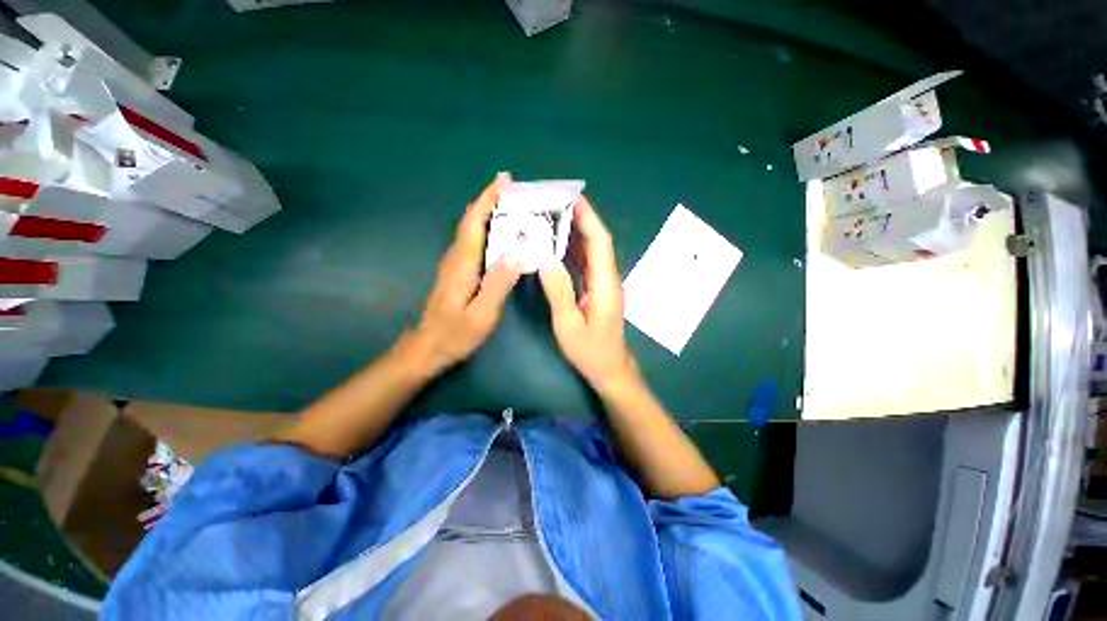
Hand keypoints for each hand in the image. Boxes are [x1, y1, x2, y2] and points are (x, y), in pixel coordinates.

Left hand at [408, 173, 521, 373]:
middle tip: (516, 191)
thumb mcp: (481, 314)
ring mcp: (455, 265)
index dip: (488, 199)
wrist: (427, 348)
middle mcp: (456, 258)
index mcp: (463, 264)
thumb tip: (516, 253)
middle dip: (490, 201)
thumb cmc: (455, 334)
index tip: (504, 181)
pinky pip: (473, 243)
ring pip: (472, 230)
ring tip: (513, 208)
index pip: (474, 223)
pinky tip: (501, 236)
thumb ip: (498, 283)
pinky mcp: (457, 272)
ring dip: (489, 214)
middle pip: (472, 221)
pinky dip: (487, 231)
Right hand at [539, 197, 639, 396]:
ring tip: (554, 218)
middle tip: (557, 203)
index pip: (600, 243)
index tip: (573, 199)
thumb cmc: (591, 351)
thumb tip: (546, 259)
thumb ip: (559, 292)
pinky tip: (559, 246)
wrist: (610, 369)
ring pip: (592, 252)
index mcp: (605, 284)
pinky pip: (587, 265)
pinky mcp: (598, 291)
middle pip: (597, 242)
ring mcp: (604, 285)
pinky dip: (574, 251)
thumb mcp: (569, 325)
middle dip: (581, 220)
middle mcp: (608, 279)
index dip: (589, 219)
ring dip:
• • •
-- Work instructions --
Nothing but the lines from the one containing "ring tip: (554, 218)" to the end of the entries belongs in the answer, and each must match exactly.

-- Response to this task --
ring tip: (554, 218)
middle tip: (557, 203)
index pip: (600, 243)
index tip: (573, 199)
thumb cmc: (591, 351)
thumb tip: (546, 259)
thumb ip: (559, 292)
pinky tip: (559, 246)
wrist: (610, 369)
ring pip: (592, 252)
index mcp: (605, 284)
pinky pip: (587, 265)
pinky mcp: (598, 291)
middle pip: (597, 242)
ring mcp: (604, 285)
pinky dip: (574, 251)
thumb mcp: (569, 325)
middle dip: (581, 220)
middle mcp: (608, 279)
index dip: (589, 219)
ring dip:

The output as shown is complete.